Saved entries:
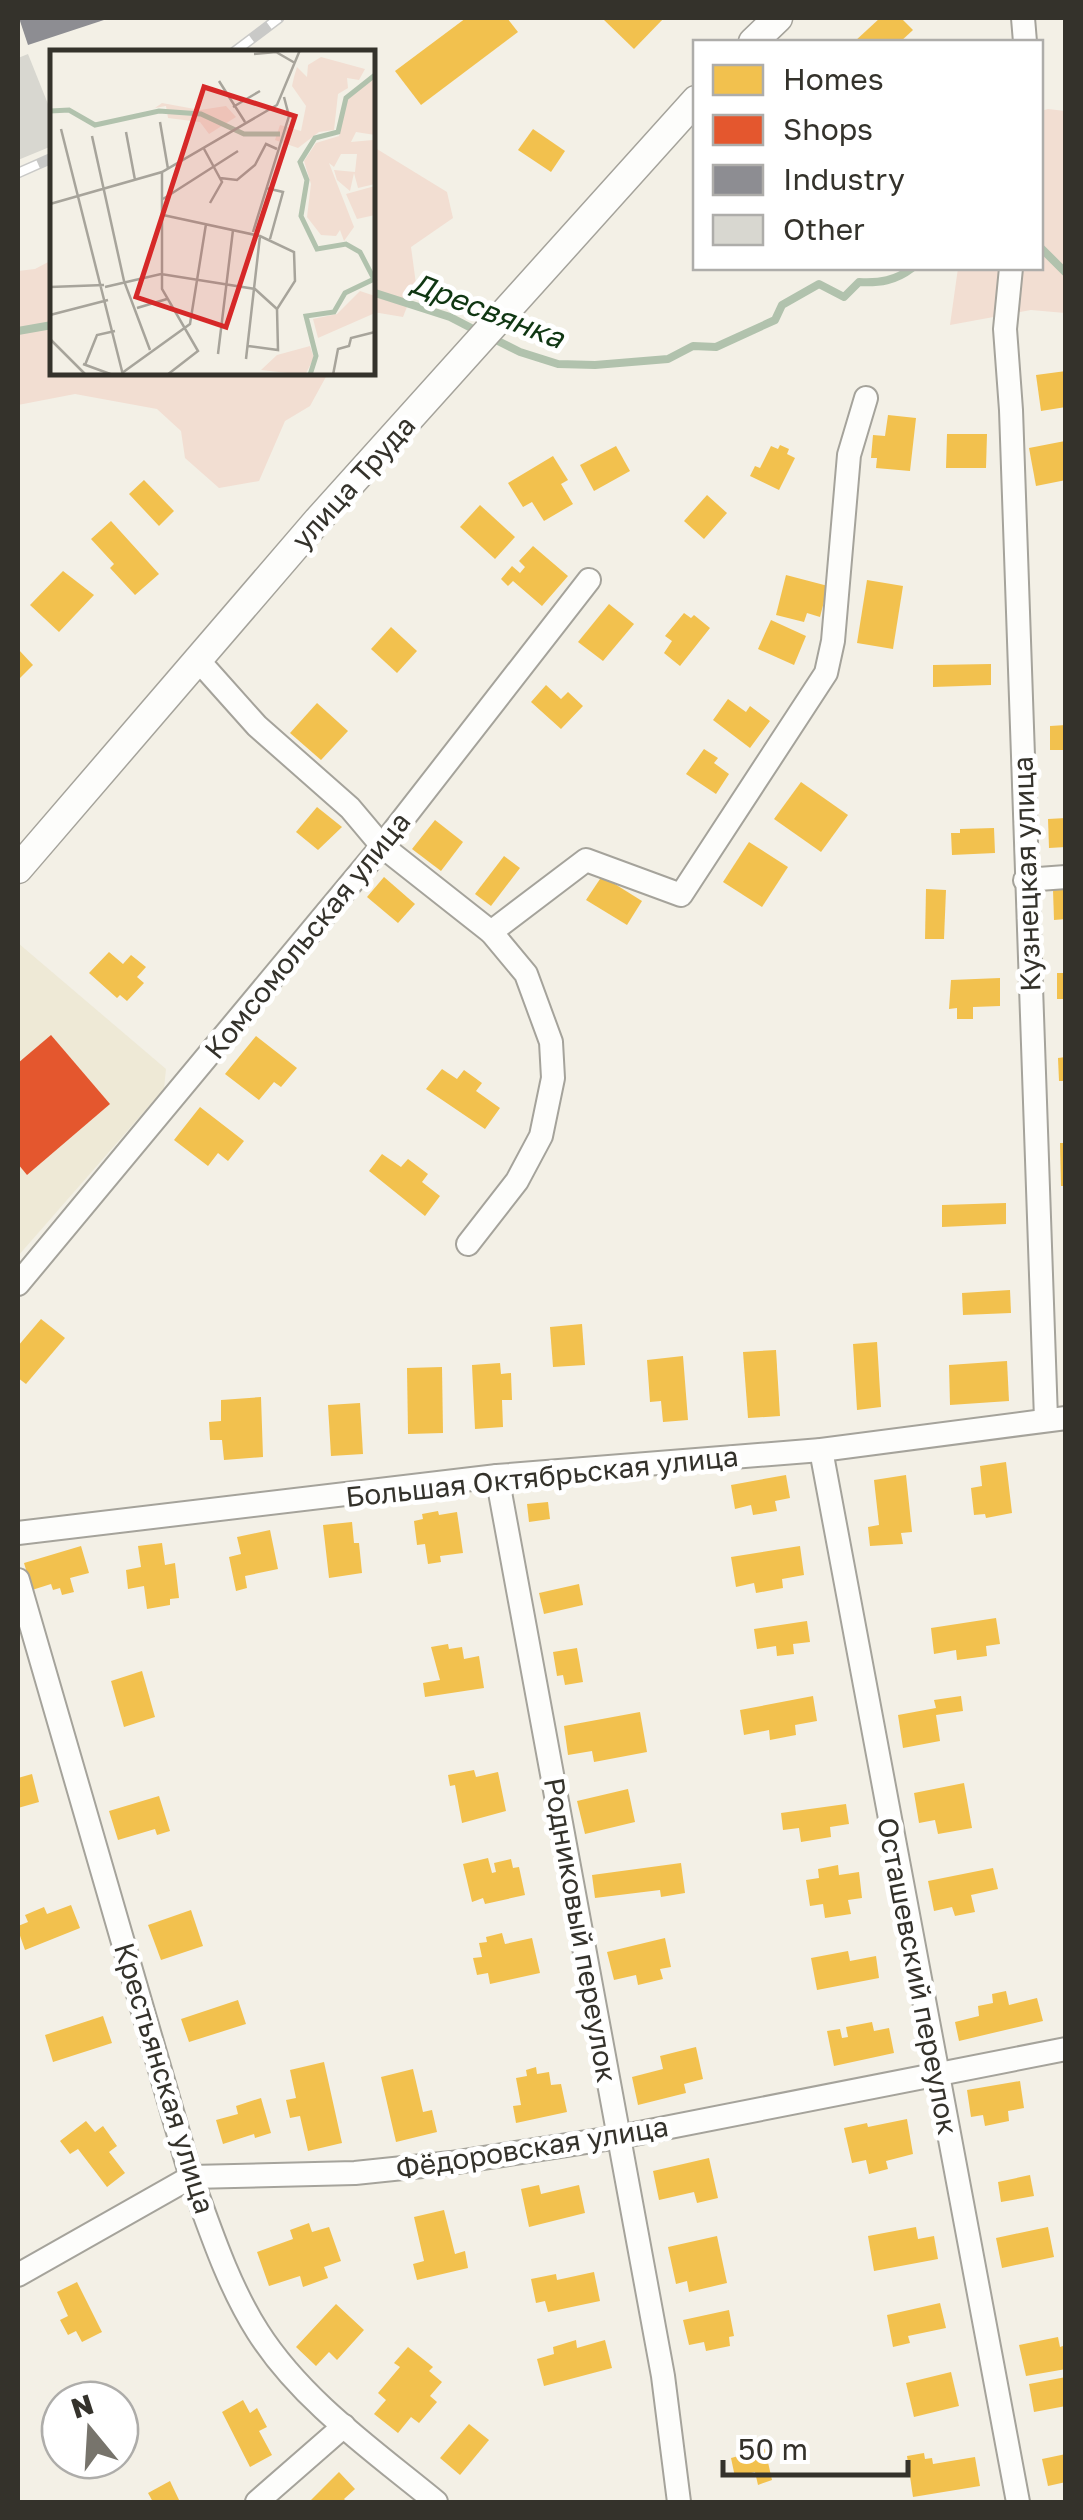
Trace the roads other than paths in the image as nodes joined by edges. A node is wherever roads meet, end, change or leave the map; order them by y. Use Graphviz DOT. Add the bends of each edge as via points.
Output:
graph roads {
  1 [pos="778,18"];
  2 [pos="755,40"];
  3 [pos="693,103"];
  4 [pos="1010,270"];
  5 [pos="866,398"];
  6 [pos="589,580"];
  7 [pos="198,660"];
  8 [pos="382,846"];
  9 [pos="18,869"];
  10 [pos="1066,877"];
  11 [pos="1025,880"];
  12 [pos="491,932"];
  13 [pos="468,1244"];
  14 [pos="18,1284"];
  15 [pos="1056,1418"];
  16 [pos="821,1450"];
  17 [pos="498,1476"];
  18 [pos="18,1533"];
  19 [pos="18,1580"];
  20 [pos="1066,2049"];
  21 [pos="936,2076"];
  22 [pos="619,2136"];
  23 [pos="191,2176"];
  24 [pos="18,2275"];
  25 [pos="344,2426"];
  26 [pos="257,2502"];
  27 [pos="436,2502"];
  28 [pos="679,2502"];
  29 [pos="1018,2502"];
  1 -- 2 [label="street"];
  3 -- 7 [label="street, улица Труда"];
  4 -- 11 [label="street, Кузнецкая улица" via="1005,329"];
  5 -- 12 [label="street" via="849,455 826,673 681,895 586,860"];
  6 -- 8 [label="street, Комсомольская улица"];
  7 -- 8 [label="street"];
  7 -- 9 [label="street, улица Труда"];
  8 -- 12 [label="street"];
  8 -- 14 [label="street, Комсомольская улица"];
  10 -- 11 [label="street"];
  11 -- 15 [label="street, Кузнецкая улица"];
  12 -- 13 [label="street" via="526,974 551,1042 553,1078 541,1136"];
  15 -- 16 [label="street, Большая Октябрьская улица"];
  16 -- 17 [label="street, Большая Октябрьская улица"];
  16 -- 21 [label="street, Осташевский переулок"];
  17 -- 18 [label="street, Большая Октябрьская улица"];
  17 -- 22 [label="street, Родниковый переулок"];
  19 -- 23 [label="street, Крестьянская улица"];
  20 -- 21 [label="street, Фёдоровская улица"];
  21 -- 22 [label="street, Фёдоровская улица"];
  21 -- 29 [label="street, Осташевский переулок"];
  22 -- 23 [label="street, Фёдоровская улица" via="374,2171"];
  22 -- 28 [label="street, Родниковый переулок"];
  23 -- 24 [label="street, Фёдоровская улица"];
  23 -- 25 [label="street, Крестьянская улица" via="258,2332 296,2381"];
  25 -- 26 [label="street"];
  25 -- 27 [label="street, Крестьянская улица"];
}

Activity
An exact copy of every entry, minus the pictures, is what you should return.

Exercise answer
Trace the roads other than paths in the image as nodes joined by edges. A node is wherever roads meet, end, change or leave the map; order them by y. Use Graphviz DOT. Add the bends of each edge as via points.
Output:
graph roads {
  1 [pos="778,18"];
  2 [pos="755,40"];
  3 [pos="693,103"];
  4 [pos="1010,270"];
  5 [pos="866,398"];
  6 [pos="589,580"];
  7 [pos="198,660"];
  8 [pos="382,846"];
  9 [pos="18,869"];
  10 [pos="1066,877"];
  11 [pos="1025,880"];
  12 [pos="491,932"];
  13 [pos="468,1244"];
  14 [pos="18,1284"];
  15 [pos="1056,1418"];
  16 [pos="821,1450"];
  17 [pos="498,1476"];
  18 [pos="18,1533"];
  19 [pos="18,1580"];
  20 [pos="1066,2049"];
  21 [pos="936,2076"];
  22 [pos="619,2136"];
  23 [pos="191,2176"];
  24 [pos="18,2275"];
  25 [pos="344,2426"];
  26 [pos="257,2502"];
  27 [pos="436,2502"];
  28 [pos="679,2502"];
  29 [pos="1018,2502"];
  1 -- 2 [label="street"];
  3 -- 7 [label="street, улица Труда"];
  4 -- 11 [label="street, Кузнецкая улица" via="1005,329"];
  5 -- 12 [label="street" via="849,455 826,673 681,895 586,860"];
  6 -- 8 [label="street, Комсомольская улица"];
  7 -- 8 [label="street"];
  7 -- 9 [label="street, улица Труда"];
  8 -- 12 [label="street"];
  8 -- 14 [label="street, Комсомольская улица"];
  10 -- 11 [label="street"];
  11 -- 15 [label="street, Кузнецкая улица"];
  12 -- 13 [label="street" via="526,974 551,1042 553,1078 541,1136"];
  15 -- 16 [label="street, Большая Октябрьская улица"];
  16 -- 17 [label="street, Большая Октябрьская улица"];
  16 -- 21 [label="street, Осташевский переулок"];
  17 -- 18 [label="street, Большая Октябрьская улица"];
  17 -- 22 [label="street, Родниковый переулок"];
  19 -- 23 [label="street, Крестьянская улица"];
  20 -- 21 [label="street, Фёдоровская улица"];
  21 -- 22 [label="street, Фёдоровская улица"];
  21 -- 29 [label="street, Осташевский переулок"];
  22 -- 23 [label="street, Фёдоровская улица" via="374,2171"];
  22 -- 28 [label="street, Родниковый переулок"];
  23 -- 24 [label="street, Фёдоровская улица"];
  23 -- 25 [label="street, Крестьянская улица" via="258,2332 296,2381"];
  25 -- 26 [label="street"];
  25 -- 27 [label="street, Крестьянская улица"];
}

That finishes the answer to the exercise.